Tuesday, January 21, 2014
Josh Reynolds, APReince Priebus

Josh Reynolds, AP
Reince Priebus

WASHINGTON — The Republican Party’s image has changed little in the year since GOP Chairman Reince Priebus published his prescription for broadening the party’s appeal despite its investment in outreach to the racial minorities, women and gay voters who backed Democrats decisively in 2012.

“The issue that remains an open book for the Republicans is: What is the character of the party?” said Ari Fleischer, a top aide to President George W. Bush, who helped author the report of the “Growth and Opportunity Project. “Are we a more inclusive and welcoming party yet?”

As the Republican National Committee opens its winter meetings here Wednesday, the party is counting on the political geography and expected lower turnout of the 2014 midterm elections to give them control of the Senate. If that happens, Fleischer said, it would be a “false narcotic” for the larger problems facing a party that has lost the national popular vote in five of the last six presidential elections. Those will take years to fix.

In the past year, Priebus has launched new efforts to reach out to racial and ethnic minorities, hired about 170 state-level staff — with more planned — and invested in technology to better track potential voters, a tactic Republicans pioneered and Democrats have perfected over the past eight years. He also renewed efforts to win over Hispanics nationally with voter outreach staffers.

But these structural changes can end the GOP’s White House losing streak only if its messengers fulfill the report’s larger goal: “Change course, modernize the party and learn once again how to appeal to more people.”

Since losing the 2012 presidential election, Republicans have continued to slip in public approval. According to a recent Gallup poll, 32 percent have a favorable opinion of the GOP now, compared with 43 percent immediately after President Barack Obama’s re-election. Democrats were viewed favorably by 42 percent, also down from a year ago.

The committee has deployed 17 full-time operatives to New York, Florida, California, New Jersey, New Mexico, Pennsylvania, Texas, Georgia and Colorado with the primary mission of bringing more Hispanics into the GOP fold. More are planned in states including Nevada, North Carolina, Arizona, Wisconsin, Michigan, Ohio and Illinois.

Nationally, Obama carried 71 percent of the Hispanic vote, according to exit polls conducted for The Associated Press and television networks. In New York, it was 89 percent.

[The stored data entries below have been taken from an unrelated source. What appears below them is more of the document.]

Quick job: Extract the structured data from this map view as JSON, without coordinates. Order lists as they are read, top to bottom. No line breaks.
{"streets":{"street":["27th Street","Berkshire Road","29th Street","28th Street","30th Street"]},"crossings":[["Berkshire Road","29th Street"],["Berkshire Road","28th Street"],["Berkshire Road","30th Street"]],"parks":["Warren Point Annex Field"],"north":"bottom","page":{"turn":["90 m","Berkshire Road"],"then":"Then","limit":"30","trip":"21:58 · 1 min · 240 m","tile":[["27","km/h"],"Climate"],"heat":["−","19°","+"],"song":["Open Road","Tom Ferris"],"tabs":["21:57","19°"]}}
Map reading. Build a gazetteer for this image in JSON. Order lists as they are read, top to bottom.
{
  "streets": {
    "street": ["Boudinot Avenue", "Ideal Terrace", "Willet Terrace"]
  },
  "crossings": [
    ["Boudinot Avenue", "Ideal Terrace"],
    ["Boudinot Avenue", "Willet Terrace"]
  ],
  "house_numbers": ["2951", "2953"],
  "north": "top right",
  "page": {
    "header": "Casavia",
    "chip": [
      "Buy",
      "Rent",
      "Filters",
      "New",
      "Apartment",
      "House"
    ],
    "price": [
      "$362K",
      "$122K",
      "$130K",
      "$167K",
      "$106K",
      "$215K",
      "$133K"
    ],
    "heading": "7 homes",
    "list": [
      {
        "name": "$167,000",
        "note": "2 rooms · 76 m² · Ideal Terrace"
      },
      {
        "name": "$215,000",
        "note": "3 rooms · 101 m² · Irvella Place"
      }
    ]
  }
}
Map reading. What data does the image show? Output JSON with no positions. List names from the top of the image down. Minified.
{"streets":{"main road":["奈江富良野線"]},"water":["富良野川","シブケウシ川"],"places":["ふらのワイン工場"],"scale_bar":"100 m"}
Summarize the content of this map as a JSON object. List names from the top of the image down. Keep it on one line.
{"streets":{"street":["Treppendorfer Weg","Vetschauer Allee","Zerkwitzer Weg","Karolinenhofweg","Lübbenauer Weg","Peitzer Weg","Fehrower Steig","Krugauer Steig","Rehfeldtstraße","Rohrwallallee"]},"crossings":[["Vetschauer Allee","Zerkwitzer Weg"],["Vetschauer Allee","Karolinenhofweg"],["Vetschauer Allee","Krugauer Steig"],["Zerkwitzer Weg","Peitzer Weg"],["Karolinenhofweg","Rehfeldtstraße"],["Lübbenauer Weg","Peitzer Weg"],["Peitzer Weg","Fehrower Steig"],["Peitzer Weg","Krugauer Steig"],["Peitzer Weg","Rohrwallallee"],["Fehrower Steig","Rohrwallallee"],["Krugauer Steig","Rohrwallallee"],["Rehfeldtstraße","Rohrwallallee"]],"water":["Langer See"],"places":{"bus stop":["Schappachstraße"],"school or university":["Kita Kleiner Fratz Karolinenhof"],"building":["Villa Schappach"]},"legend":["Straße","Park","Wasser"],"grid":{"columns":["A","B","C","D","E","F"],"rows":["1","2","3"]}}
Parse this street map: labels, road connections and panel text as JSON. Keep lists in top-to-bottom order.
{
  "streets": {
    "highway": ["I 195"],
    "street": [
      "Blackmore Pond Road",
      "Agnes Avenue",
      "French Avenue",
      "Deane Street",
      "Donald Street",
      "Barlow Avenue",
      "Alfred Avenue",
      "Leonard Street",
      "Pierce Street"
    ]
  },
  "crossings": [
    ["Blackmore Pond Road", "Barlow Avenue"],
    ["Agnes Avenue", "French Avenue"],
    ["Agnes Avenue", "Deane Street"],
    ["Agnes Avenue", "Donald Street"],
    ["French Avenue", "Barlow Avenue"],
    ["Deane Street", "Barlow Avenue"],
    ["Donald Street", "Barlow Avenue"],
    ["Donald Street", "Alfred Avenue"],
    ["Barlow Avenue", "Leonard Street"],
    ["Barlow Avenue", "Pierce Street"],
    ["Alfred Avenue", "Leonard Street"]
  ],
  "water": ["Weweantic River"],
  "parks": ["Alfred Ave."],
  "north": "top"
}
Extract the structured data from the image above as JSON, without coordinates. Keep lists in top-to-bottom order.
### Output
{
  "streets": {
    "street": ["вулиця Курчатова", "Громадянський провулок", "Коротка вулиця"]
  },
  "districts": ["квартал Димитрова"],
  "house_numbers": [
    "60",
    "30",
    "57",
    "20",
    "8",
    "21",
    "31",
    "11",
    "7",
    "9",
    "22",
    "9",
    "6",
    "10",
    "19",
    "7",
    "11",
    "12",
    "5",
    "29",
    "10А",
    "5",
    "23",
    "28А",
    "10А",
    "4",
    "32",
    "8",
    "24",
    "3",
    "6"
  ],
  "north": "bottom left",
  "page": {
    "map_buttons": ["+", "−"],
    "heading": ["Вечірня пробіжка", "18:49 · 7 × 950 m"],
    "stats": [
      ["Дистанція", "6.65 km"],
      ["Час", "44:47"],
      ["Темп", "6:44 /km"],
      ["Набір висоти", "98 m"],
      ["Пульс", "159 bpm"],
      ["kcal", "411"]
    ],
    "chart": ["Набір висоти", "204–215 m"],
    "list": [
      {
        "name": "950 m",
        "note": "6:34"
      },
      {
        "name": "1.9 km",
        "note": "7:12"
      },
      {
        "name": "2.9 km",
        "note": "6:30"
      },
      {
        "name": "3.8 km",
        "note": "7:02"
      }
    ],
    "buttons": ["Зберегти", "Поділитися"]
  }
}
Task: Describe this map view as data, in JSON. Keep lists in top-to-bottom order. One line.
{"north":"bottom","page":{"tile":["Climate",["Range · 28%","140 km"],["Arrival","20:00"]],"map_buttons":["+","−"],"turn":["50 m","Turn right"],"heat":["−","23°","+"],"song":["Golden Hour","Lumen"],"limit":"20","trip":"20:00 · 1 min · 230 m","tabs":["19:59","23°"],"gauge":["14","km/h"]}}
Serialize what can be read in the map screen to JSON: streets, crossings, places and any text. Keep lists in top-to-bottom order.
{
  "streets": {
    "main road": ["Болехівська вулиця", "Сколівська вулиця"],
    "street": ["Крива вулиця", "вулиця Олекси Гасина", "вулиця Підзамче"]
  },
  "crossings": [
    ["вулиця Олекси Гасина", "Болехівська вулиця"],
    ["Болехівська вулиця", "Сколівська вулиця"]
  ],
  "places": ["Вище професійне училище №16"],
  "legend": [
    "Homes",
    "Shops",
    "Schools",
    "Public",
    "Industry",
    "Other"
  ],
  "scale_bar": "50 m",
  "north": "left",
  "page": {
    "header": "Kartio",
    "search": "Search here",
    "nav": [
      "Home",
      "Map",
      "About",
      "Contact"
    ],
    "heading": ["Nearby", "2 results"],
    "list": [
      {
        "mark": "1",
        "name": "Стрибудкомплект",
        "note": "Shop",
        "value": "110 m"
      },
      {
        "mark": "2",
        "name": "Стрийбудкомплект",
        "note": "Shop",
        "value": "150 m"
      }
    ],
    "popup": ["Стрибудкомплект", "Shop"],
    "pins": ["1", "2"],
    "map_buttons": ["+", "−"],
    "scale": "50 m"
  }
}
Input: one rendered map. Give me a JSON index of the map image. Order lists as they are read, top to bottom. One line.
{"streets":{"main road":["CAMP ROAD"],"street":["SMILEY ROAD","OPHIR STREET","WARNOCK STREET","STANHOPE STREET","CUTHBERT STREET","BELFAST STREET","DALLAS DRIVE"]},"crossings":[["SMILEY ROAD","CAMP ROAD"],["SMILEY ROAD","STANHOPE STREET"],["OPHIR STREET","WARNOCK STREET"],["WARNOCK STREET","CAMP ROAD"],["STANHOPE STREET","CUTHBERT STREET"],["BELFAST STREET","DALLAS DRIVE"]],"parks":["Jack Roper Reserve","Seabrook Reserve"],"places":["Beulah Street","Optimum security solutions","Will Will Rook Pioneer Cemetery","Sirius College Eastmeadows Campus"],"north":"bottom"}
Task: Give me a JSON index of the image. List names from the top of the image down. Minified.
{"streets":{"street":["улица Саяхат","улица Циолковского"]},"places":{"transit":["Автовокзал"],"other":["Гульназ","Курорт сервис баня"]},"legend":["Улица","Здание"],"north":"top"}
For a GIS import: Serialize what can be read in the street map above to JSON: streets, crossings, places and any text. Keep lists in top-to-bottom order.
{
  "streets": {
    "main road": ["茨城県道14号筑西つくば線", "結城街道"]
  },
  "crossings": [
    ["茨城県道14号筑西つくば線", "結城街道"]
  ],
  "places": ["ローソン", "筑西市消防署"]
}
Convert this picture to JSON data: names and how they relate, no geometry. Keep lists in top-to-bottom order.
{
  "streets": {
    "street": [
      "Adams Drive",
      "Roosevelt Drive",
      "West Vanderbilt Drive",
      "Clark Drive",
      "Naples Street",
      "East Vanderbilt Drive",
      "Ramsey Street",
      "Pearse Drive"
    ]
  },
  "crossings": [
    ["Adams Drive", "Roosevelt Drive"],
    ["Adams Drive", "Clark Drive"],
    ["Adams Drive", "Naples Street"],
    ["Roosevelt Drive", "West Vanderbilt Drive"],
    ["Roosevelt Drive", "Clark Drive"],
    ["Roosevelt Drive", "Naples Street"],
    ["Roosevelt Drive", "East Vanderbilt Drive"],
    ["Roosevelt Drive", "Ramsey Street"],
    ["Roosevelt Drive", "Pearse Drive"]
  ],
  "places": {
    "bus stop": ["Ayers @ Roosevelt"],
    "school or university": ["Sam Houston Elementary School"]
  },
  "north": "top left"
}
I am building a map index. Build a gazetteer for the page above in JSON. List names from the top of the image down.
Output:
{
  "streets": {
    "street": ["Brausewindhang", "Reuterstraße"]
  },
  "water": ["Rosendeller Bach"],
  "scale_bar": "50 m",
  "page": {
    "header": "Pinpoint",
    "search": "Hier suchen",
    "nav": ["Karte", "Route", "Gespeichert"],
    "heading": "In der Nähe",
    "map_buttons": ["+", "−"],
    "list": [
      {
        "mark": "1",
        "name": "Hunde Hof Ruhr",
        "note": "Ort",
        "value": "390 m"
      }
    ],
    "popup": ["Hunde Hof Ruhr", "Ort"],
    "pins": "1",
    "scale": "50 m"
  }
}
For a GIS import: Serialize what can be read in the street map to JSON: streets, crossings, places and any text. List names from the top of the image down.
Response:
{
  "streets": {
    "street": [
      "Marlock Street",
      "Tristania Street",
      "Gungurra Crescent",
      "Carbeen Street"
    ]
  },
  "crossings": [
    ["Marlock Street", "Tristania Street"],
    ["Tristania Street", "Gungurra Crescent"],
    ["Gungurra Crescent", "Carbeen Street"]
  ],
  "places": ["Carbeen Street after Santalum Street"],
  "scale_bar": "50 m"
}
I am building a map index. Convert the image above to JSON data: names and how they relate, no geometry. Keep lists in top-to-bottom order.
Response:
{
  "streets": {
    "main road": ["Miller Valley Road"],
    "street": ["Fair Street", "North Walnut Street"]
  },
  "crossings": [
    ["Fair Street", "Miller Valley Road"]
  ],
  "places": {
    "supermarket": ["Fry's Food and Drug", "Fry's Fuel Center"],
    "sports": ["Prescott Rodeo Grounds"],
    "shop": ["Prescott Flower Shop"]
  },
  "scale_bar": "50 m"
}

In Florida, 60 percent.

“This is a long-term effort,” said Izzy Santa, director of Hispanic communications for the RNC. “We’re making sure that we’re talking to them, that we’re listening to them and that we understand their concerns.”

Yet, the Priebus report’s only policy recommendation — an explicit call for comprehensive immigration reform — has been stalled by infighting in the GOP-controlled House. While Speaker John Boehner has promised to begin drafting key principles for such legislation, conservatives have vowed to block it. “It would be a colossal mistake for us to take up anything that just ends up changing the subject” from the 2010 health care law now in effect, said Rep. Steve King, R-Iowa.

RNC officials say their outreach is limited to changing party structure, since they have no control over legislation.

“I have to focus on the things that I most control,” Priebus said in a recent conference call with reporters. “The fact is, what I most control are things like the mechanics.”

The RNC has replicated its Hispanic outreach to court African Americans, Asian Americans and other demographic groups, hiring dozens of staff in Washington and in key states. Priebus personally has reached out to national black and Hispanic leaders.

Republicans also are deploying women as candidate organizers around the country, hoping to win back female voters who were turned off in 2012 when GOP Senate candidates in Missouri and Indiana crippled their campaigns by making contentious comments to explain their opposition to abortion in cases of rape.

RNC officials said those were isolated cases where the candidates’ words, not the GOP’s long-standing opposition to abortion, cost them.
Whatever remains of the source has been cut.